Go through the entries below and tally the lines holding "Эспланадная"; please reply with the number only.

========

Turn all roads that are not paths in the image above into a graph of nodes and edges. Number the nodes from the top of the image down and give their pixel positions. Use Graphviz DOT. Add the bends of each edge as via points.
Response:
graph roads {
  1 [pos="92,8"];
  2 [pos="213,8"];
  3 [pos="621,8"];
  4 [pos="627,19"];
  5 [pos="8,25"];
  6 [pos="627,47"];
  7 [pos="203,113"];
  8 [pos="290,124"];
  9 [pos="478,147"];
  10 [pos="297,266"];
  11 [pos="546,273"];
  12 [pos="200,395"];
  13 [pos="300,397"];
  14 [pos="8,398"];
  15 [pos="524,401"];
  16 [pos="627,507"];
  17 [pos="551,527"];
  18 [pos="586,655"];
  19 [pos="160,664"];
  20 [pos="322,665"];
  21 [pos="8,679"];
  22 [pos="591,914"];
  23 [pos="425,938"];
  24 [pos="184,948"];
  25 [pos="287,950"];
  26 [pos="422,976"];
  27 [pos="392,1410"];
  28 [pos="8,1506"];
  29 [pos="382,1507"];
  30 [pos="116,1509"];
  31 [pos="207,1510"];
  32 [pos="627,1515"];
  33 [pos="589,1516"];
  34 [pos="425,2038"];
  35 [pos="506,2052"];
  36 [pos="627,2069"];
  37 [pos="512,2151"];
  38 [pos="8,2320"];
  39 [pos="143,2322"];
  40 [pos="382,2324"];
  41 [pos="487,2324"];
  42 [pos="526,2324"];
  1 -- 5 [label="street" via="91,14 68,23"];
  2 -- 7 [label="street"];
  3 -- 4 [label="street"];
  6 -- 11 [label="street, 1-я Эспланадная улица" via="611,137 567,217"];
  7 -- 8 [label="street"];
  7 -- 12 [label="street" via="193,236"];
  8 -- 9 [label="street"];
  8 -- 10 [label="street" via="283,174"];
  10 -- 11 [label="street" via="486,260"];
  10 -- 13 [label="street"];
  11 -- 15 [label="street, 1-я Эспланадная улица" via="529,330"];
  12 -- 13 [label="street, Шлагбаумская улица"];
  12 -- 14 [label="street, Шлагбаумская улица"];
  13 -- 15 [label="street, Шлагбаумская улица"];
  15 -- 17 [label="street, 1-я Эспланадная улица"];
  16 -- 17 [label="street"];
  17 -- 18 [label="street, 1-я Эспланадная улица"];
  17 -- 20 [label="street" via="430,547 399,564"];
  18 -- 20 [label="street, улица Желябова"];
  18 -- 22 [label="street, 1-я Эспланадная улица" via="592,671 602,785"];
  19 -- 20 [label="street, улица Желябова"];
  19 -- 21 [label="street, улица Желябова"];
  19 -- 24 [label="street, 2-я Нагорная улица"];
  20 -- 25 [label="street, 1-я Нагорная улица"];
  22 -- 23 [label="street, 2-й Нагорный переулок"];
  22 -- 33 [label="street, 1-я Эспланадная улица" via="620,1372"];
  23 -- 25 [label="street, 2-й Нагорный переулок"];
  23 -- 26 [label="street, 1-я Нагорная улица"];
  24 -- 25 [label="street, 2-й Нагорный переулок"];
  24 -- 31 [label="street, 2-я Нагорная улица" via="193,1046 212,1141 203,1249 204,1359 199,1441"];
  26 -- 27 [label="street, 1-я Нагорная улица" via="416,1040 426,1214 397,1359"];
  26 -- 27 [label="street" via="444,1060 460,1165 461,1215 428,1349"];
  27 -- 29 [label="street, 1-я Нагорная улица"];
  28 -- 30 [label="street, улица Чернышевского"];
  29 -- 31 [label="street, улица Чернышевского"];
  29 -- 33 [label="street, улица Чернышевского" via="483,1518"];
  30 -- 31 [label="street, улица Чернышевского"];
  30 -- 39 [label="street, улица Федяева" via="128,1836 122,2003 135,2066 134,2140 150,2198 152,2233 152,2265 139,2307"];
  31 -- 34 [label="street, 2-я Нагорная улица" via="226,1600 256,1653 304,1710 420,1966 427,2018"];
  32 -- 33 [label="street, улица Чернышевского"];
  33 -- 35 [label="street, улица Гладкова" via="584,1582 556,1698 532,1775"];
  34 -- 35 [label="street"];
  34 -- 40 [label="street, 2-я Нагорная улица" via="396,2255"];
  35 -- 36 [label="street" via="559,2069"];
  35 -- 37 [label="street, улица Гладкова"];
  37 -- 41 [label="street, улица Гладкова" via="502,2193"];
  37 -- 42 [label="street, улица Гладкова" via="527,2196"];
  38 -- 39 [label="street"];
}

========

■ **RESPONSE TO THE TASK**
6